A Dakar, lors de la francophonie, il avait eu un discours. Mercredi dernier à Paris, il reconnaît au président Sassou le choix de consulter son peuple et laisse au peuple brazza-congolais le choix de décider. Très «responsable» François Hollande, se réjouit Brazzaville.

Au Congo-Brazzaville, la mobilisation des opposants au référendum continue. Si le «oui» l’emporte dimanche, il permettrait au président Denis Sassou-Nguesso de briguer un troisième mandat. Mercredi, après deux jours de mobilisation et alors que de nouveaux affrontements ont eu lieu dans la capitale, le président français, François Hollande, s’est adressé à son homologue congolais.

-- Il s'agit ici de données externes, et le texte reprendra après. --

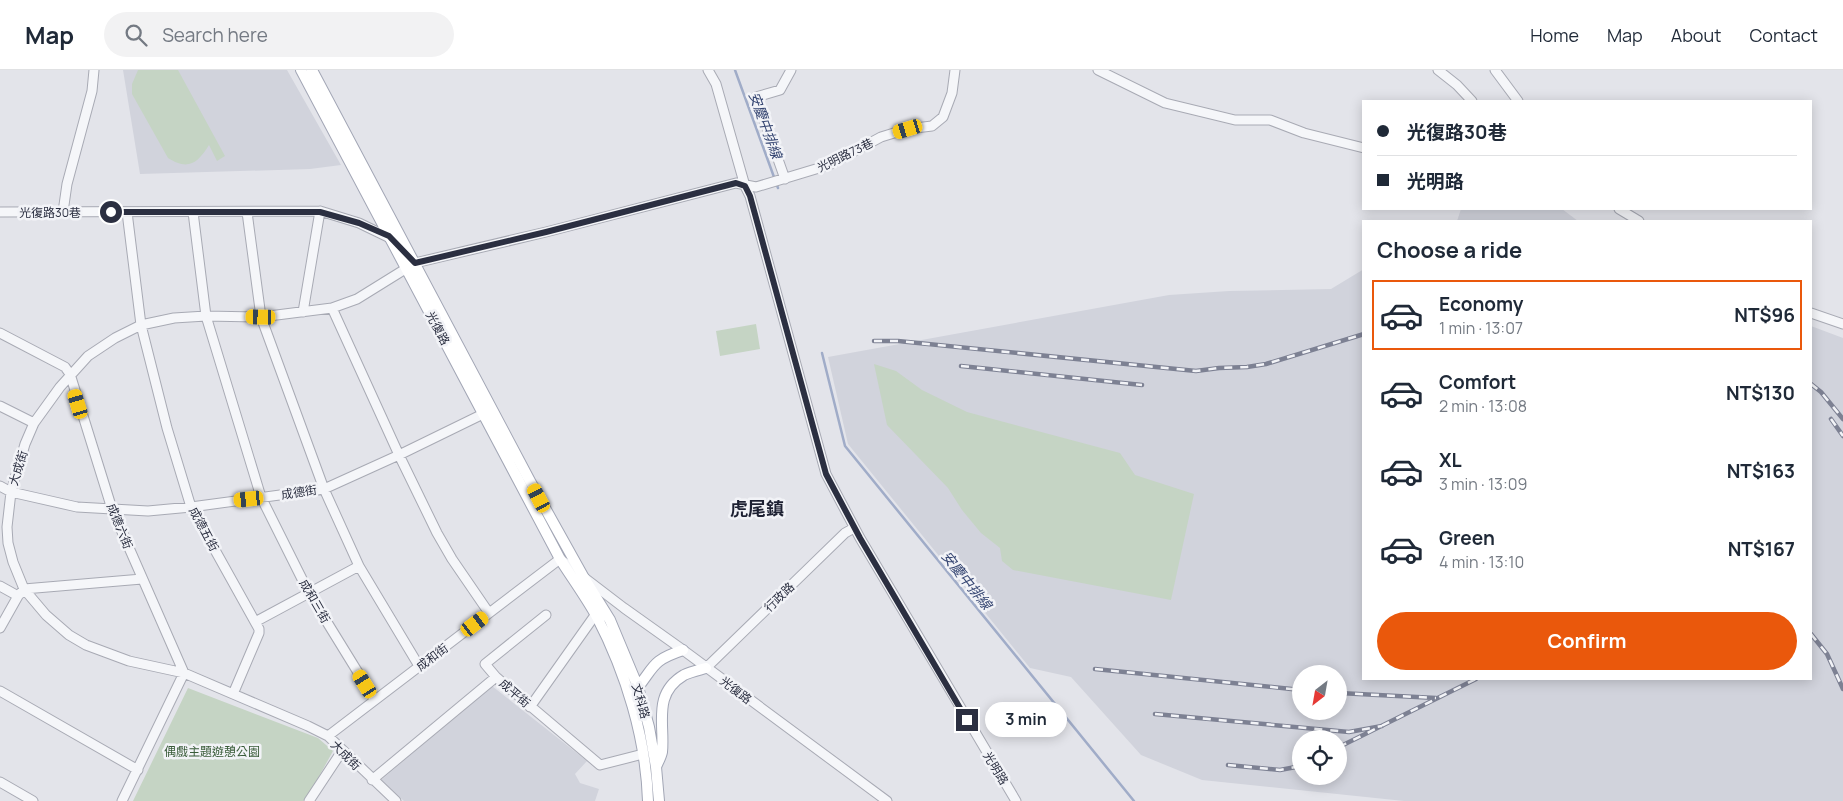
<!DOCTYPE html>
<meta charset="utf-8">
<style>
body{margin:0;font-family:Manrope,"Noto Sans TC",sans-serif;background:#f2f2f3;color:#1f2937;height:100vh;display:flex;flex-direction:column;font-size:19px;white-space:nowrap}
*{box-sizing:border-box;margin:0}
p{font-size:16px;color:#747a83}
.icon{flex:none;width:28px;height:28px;fill:none;stroke:currentColor;stroke-width:2;stroke-linecap:round;stroke-linejoin:round}
.map{position:relative;flex:1;overflow:hidden}
.drawer{position:absolute;left:1362px;top:150px;width:450px;height:460px;display:flex;flex-direction:column;background:#fff;border-radius:0px;box-shadow:0 2px 12px #0003}
.drawer>*{flex:none}
.hud{position:absolute;left:1362px;top:30px;width:450px;height:110px;border-radius:0px;box-shadow:0 2px 12px #0003;display:grid;align-content:center;height:110px;padding:0 15px;background:#fff}
.needle{width:32px;rotate:211deg}
.tools{position:absolute;left:1292px;top:595px;display:grid;gap:10px}
.tools a{display:grid;place-items:center;width:55px;height:55px;border-radius:50%;background:#fff;box-shadow:0 2px 12px #0003;font-size:25px}
.end{position:absolute;width:22px;height:22px;margin:-11px;border:6px solid #2b2f41;background:#fff;box-shadow:0 0 0 2px #fff}
.from{border-radius:50%}
.bubble{position:absolute;height:35px;border-radius:18px;background:#fff;box-shadow:0 2px 12px #0003;font-size:16px;font-weight:700;line-height:35px;text-align:center}
.car{position:absolute;width:15px;height:30px;margin:-15px -8px;border-radius:6px;box-shadow:0 0 4px 1px #0007;background:linear-gradient(#f5c518 24%,#345 0 40%,#f5c518 0 76%,#345 0 86%,#f5c518 0)}
.hud b{display:flex;align-items:center;gap:18px;height:48px;font-size:19px}
.hud b+b{border-top:1px solid #e0e1e3}
.hud i{width:12px;height:12px;background:#1f2937}
ul{padding:0;list-style:none}
li{display:flex;align-items:center;gap:15px;height:70px;margin:0 10px 8px;padding:0 5px;border:2px solid transparent;border-radius:0px}
li div{flex:1}
li b{display:block;font-size:19px}
li em{font-style:normal;font-weight:700}
li.current{border-color:#ea580c}
li>.icon{width:45px;height:45px;stroke-width:1.5}
h2{padding:0 15px;font-size:22px;line-height:60px}
.action{display:flex;gap:10px;margin-top:auto;padding:10px 15px}
.action a{flex:1;height:58px;border-radius:30px;background:#ea580c;color:#fff;font-size:20px;font-weight:700;line-height:58px;text-align:center}
header{display:flex;align-items:center;gap:30px;box-sizing:border-box;height:70px;padding:0 25px;background:#fff;border-bottom:1px solid #e0e1e3}
header strong{font-size:24px}
nav{display:flex;gap:28px;margin-inline-start:auto;font-size:18px}
.search{width:350px;height:45px;background:#f2f2f3;display:flex;align-items:center;gap:12px;box-sizing:border-box;padding:0 18px;border-radius:28px;color:#747a83;font-size:19px}
.map>svg:first-child{display:block}
</style>
<header>
<strong>Map</strong>
<div class="search"><svg class="icon" aria-label="search" viewBox="0 0 24 24"><circle cx="10" cy="10" r="6"/><path d="M15 15l6 6"/></svg>Search here</div>
<nav><a>Home</a><a>Map</a><a>About</a><a>Contact</a></nav>
</header>
<div class="map">
<svg width="1843" height="731" viewBox="0 0 1843 731">
<rect width="100%" height="100%" fill="#e3e4ea"/>
<path fill="#d1d3dc" fill-rule="evenodd" d="M123 0H287L341 95 310 99 140 104Z
M1461 139H1562L1578 151H1457Z
M1364 199V609H1811V256L1843 268V731H1404L1202 710 1141 685 1071 607 1030 598 848 374 828 287 1169 225 1229 221 1331 219ZM1301 604H1339V641H1301ZM1301 669H1339V706H1301Z
M492 616 587 691 575 704 580 713 599 719 595 731H404L381 710Z"/>
<path fill="#c5d4c4" d="M138 0H178L225 86 217 91 209 75C198 93 188 101 168 88L132 24V14Z
M756 254 760 279 720 286 716 261Z
M874 294 896 301 922 320 967 342 1120 383 1135 405 1194 424 1171 530 1013 500 1002 491 1000 478 981 463 962 440 948 418 887 355Z
M188 618 318 668 333 681 311 721 303 731H133Z"/>
<g fill="none" stroke-linecap="round" stroke-linejoin="round">
<path stroke="#a0acc8" stroke-width="2.5" d="M735 0 778 118
M822 283 845 376 1134 731"/>
<defs>
<path id="minor" d="M708 0 716 14 745 116 750 126 826 404 860 468 1016 731
M1098 0 1165 33 1235 50H1270L1304 63 1364 78
M1438 0 1457 15 1472 31
M1495 0 1518 31
M785 109 756 27 780 20 791 0
M1619 139 1639 151
M0 142 320 141 359 153 390 168
M63 142 67 114 92 21 94 0
M127 142 141 255 167 358 191 437 259 559V563L233 624
M193 142 206 246 261 427 309 523 375 630
M247 142 261 247 324 419 359 496 419 596
M332 238 399 385 437 463 452 489 489 543
M303 242 320 141
M1811 243 1843 254
M0 263 65 297 70 304 112 439 184 603 122 731
M0 336 34 353
M0 416 11 422 77 437 148 441 191 437 324 419 399 385 483 344
M0 516 18 526
M546 545 485 594 496 607 600 695 643 684
M255 552 359 496
M0 558 18 526 24 519 142 509
M706 598 845 463 854 458
M0 621 138 700
M530 637 598 541
M328 666 560 489 624 538 683 580 887 731
M372 710 496 607
M0 712 33 731
M309 731 342 681
M396 731 328 666 308 656 184 603 129 591 86 575 69 565 46 545 24 519 13 492 8 473 7 457 11 422 25 374 34 353 60 317 88 286 115 268 141 255 174 248 206 246 261 247 332 238 357 229 415 193 546 162 736 113 756 117 829 95 881 67 907 59 932 56 943 47 952 23 955 0"/>
<path id="major" d="M301 0 560 489C572 508 586 527 597 547 626 603 646 668 648 731
M312 0 530 411 584 508 610 550 638 617 649 657 656 697 659 731
M635 621C655 597 650 591 683 580
M656 697C658 692 661 687 662 682 665 654 652 624 684 605 690 602 699 600 706 598"/>
</defs>
<use href="#minor" stroke="#a8aab4" stroke-width="11"/>
<use href="#major" stroke="#a2a6b5" stroke-width="12"/>
<use href="#minor" stroke="#f5f6f9" stroke-width="9"/>
<use href="#major" stroke="#fff" stroke-width="10"/>
<defs>
<path id="rail" d="M874 271H898L1196 301 1219 298 1247 297 1266 294 1364 264
M961 296 1142 315
M1811 314 1821 322 1843 349
M1831 349 1843 366
M1811 564 1827 584 1843 619
M1095 599 1301 620
M1339 623 1436 628
M1155 644 1349 662 1382 656
M1339 677 1476 609
M1228 695 1280 700 1301 696"/>
</defs>
<use href="#rail" stroke="#7d8193" stroke-width="4.5"/>
<use href="#rail" stroke="#f2f3f7" stroke-width="2.5" stroke-dasharray="8" stroke-linecap="butt"/>
</g>
<g fill="none" stroke-linecap="round" stroke-linejoin="round">
<path stroke="#2b2f41" stroke-width="6" d="M111 142H320L359 153 389 166 415 193 546 162 736 113 745 116 750 126 826 404 860 468 967 650"/>
</g>
<g text-anchor="middle" dominant-baseline="central" stroke-width="5" stroke-linejoin="round" paint-order="stroke">
<g font-size="12" fill="#2b2f41" stroke="#f2f3f7">
<text transform="translate(845 85) rotate(-26)">光明路73巷</text>
<text x="50" y="142">光復路30巷</text>
<text transform="translate(438 258) rotate(62)">光復路</text>
<text transform="translate(18 398) rotate(-73)">大成街</text>
<text transform="translate(299 422) rotate(-8)">成德街</text>
<text transform="translate(120 456) rotate(68)">成德六街</text>
<text transform="translate(204 459) rotate(62)">成德五街</text>
<text transform="translate(779 527) rotate(-44)">行政路</text>
<text transform="translate(315 531) rotate(60)">成和三街</text>
<text transform="translate(432 587) rotate(-37)">成和街</text>
<text transform="translate(736 620) rotate(37)">光復路</text>
<text transform="translate(515 623) rotate(41)">成平街</text>
<text transform="translate(641 631) rotate(74)">文科路</text>
<text transform="translate(346 685) rotate(45)">大成街</text>
<text transform="translate(996 698) rotate(59)">光明路</text>
</g>
<g font-size="12" fill="#395c39" stroke="#f2f3f7">
<text x="212" y="681">偶戲主題遊憩公園</text>
</g>
<g font-size="14" font-style="italic" fill="#374773" stroke="#f2f3f7">
<text transform="translate(766 55) rotate(70)">安慶中排線</text>
<text transform="translate(967 510) rotate(51)">安慶中排線</text>
</g>
<g font-size="18" font-weight="bold" fill="#1d2032" stroke="#f2f3f7">
<text x="757" y="438">虎尾鎮</text>
</g>
</g>
</svg>
<div class="tools">
<a><svg class="needle" viewBox="-14 -14 28 28"><path d="M0-13l5 13h-10z" fill="#e53935"/><path d="M0 13l5-13h-10z" fill="#747a83"/></svg></a>
<a><svg class="icon" aria-label="locate" viewBox="0 0 24 24"><circle cx="12" cy="12" r="6"/><path d="M12 2v4M12 18v4M2 12h4M18 12h4"/></svg></a>
</div>
<i class="end from" style="left:111px;top:142px"></i>
<i class="end" style="left:967px;top:650px"></i>
<div class="bubble" style="left:985px;top:632px;width:82px">3 min</div>
<i class="car" style="left:908px;top:59px;rotate:253deg"></i>
<i class="car" style="left:261px;top:247px;rotate:271deg"></i>
<i class="car" style="left:78px;top:334px;rotate:343deg"></i>
<i class="car" style="left:539px;top:428px;rotate:332deg"></i>
<i class="car" style="left:249px;top:429px;rotate:264deg"></i>
<i class="car" style="left:475px;top:554px;rotate:53deg"></i>
<i class="car" style="left:365px;top:614px;rotate:328deg"></i>
<div class="hud">
<b><i class="from"></i>光復路30巷</b>
<b><i></i>光明路</b>
</div>
<section class="drawer">
<h2>Choose a ride</h2>
<ul>
<li class="current"><svg class="icon" aria-label="car" viewBox="0 0 24 24"><path d="M5 17H2v-5l4-1 3-4h7l3 4 3 1v5h-3M9 17h6M6 11h13"/><circle cx="7" cy="17" r="2"/><circle cx="17" cy="17" r="2"/></svg><div><b>Economy</b><p>1 min · 13:07</p></div><em>NT$96</em></li>
<li><svg class="icon" aria-label="car" viewBox="0 0 24 24"><path d="M5 17H2v-5l4-1 3-4h7l3 4 3 1v5h-3M9 17h6M6 11h13"/><circle cx="7" cy="17" r="2"/><circle cx="17" cy="17" r="2"/></svg><div><b>Comfort</b><p>2 min · 13:08</p></div><em>NT$130</em></li>
<li><svg class="icon" aria-label="car" viewBox="0 0 24 24"><path d="M5 17H2v-5l4-1 3-4h7l3 4 3 1v5h-3M9 17h6M6 11h13"/><circle cx="7" cy="17" r="2"/><circle cx="17" cy="17" r="2"/></svg><div><b>XL</b><p>3 min · 13:09</p></div><em>NT$163</em></li>
<li><svg class="icon" aria-label="car" viewBox="0 0 24 24"><path d="M5 17H2v-5l4-1 3-4h7l3 4 3 1v5h-3M9 17h6M6 11h13"/><circle cx="7" cy="17" r="2"/><circle cx="17" cy="17" r="2"/></svg><div><b>Green</b><p>4 min · 13:10</p></div><em>NT$167</em></li>
</ul>
<div class="action"><a>Confirm</a></div>
</section>
</div>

C’est lors d’une conférence de presse à l’Elysée, que François Hollande a donné la position de la France concernant le référendum constitutionnel du 25 octobre. Le chef de l’Etat dit respecter le choix du président Denis Sassou-Nguesso de consulter les Congolais. «Le président Sassou peut consulter son peuple, ça fait partie de son droit, et le peuple doit répondre», a répondu François Hollande, pour immédiatement ajouter: «Ensuite, une fois que le peuple aura été consulté, cela vaut d’ailleurs pour tous les chefs d’Etat de la planète, il faut toujours veiller à rassembler, et à respecter et à apaiser», a déclaré François Hollande aux côtés de son homologue malien, Ibrahim Boubacar Keïta, en visite à Paris. Mercredi, les forces de sécurité du Congo-Brazzaville ont eu recours à des tirs de sommation et des gaz lacrymogènes pour disperser des centaines de manifestants opposés à l’organisation d’un référendum, scrutin qui vise, selon eux, à maintenir indûment au pouvoir le président Denis Sassou Nguesso. Mardi, quatre personnes ont été tuées dans la capitale lors d’affrontements entre policiers et manifestants qui réclamaient le départ du chef de l’Etat.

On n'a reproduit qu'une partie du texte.